The story begins when Susana is trown into a cell in a reformatory (which looks like a prison). In a moment of fear, she pleads to God for a way out, which she soon finds. She excapes her imprisionment on that rainy and stormy night and finds her way onto a ranch. There, she plays coy at times and does all she can to make another fall for her the rest of the time. But she doesn't limit herself to one target - one of the chief ranch workers, the owner of the ranch and even the owner's son are all her targets.
Luis Bunuel had an amazing skill as a director and watching Susana will make one appreciate his talent. As we try to figure out what Susana will try next, while we wonder who she really is, it is hard not to be taken in by this story with timeless appeal. Although the plot is simple enough for everyone to appreciate, there is also symbolism and surrealism present, if one looks for them. Susana is a great film and one that I would recommend to all audiences.
The Brute (El Bruto)(1953) Director: Luis Bunuel;
"El Bruto" is a drama filled with moral dilemmas and irony. The story starts with a wealthy man named Andrés (Andres Soler) and his much younger wife named Paloma (Katy Jurado) having the problem of having tenants not wanting to leave their apartment complex. They want to sell the land, but some of the tenants are quite fixed on the idea of not leaving. At his wife's suggestion, Andres gets the idea to ask Pedro (Pedro Armendariz) to help him out. Pedro is known as the Brute because he is big and is as strong as an ox, but he is a little dimwitted too.
Andres invites Pedro to live in his house, which complicates things as Peloma starts to secretly like Pedro. When Pedro intimidates one of the tenants with a strong punch, the Brute begins to have troubles. The old man he punched ends up dying a couple days later and the Brute has blood on his hands now. To further make matters worse, Pedro ends up meeting Meche (Rosa Arenas), the daughter of the man he killed, and likes her a lot. Pedro/Bruto isn't entirely dumb, as he is crafty enough to seduce this innocent girl. While the story may sound like a soap opera, it doesn't feel like one.
Throughout the story there is an underlining feeling of seduction. Between Peloma trying to seduce Pedro and Pedro trying to seduce Meche, there is a lot of tension. Although much of the action takes place off camera, we know that there is quite a bit going on between them.

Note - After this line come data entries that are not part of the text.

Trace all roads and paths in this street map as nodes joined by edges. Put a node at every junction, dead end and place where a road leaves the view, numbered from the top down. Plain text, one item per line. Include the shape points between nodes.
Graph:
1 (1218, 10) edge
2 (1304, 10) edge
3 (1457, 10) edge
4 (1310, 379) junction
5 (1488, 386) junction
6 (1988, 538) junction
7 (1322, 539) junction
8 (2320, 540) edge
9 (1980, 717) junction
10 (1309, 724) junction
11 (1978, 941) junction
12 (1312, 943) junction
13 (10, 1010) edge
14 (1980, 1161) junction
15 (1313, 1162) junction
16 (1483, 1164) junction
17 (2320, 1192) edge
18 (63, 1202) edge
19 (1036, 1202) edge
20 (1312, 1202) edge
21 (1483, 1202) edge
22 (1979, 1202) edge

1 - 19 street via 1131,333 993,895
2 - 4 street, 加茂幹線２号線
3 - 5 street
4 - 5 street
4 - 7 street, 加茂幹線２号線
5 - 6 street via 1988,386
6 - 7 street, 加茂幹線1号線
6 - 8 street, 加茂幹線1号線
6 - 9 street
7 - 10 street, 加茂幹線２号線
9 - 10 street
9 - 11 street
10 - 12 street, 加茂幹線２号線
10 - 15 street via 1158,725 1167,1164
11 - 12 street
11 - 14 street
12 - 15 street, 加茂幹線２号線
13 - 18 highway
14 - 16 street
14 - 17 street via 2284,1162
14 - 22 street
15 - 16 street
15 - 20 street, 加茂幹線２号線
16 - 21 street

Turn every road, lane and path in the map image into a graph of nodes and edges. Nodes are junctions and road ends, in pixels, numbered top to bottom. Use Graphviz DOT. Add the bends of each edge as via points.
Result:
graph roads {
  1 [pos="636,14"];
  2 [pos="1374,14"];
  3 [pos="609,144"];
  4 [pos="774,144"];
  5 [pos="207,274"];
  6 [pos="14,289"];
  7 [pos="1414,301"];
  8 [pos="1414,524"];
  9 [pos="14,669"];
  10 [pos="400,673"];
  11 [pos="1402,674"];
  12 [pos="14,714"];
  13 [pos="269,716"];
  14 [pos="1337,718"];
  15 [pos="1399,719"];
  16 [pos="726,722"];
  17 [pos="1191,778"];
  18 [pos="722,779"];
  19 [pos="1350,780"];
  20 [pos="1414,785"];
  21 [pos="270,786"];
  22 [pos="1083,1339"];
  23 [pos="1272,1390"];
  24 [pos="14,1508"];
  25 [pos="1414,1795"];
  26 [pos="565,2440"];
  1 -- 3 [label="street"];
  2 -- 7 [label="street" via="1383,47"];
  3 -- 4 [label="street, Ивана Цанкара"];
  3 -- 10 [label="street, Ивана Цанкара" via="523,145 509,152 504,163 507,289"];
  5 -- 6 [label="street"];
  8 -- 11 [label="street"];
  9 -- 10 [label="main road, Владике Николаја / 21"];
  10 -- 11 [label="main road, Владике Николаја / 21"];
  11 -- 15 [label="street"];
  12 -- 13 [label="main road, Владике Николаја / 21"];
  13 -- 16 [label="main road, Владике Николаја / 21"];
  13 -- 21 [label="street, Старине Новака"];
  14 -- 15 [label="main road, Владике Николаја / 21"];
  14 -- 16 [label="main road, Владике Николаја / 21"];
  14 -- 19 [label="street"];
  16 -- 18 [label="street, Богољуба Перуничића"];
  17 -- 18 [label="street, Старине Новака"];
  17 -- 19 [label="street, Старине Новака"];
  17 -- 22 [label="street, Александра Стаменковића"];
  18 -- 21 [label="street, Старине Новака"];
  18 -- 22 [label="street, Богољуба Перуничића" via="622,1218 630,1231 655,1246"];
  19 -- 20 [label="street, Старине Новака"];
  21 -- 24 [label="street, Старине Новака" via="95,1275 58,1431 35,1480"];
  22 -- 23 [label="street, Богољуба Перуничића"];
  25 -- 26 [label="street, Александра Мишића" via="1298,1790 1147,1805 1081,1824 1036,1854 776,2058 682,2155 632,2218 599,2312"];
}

Luis Bunuel's "El Bruto" looks beautiful in black and white, with great music that perfectly matches it. The story is quite interesting as it shows the strange justice karma brings with past actions affecting the future events. The story isn't at all romantic in the sense of everything coming together with a happy ending, but rather a string of tragedies that take us deeper into a mess that seems trickier to unentangle with the passage of time.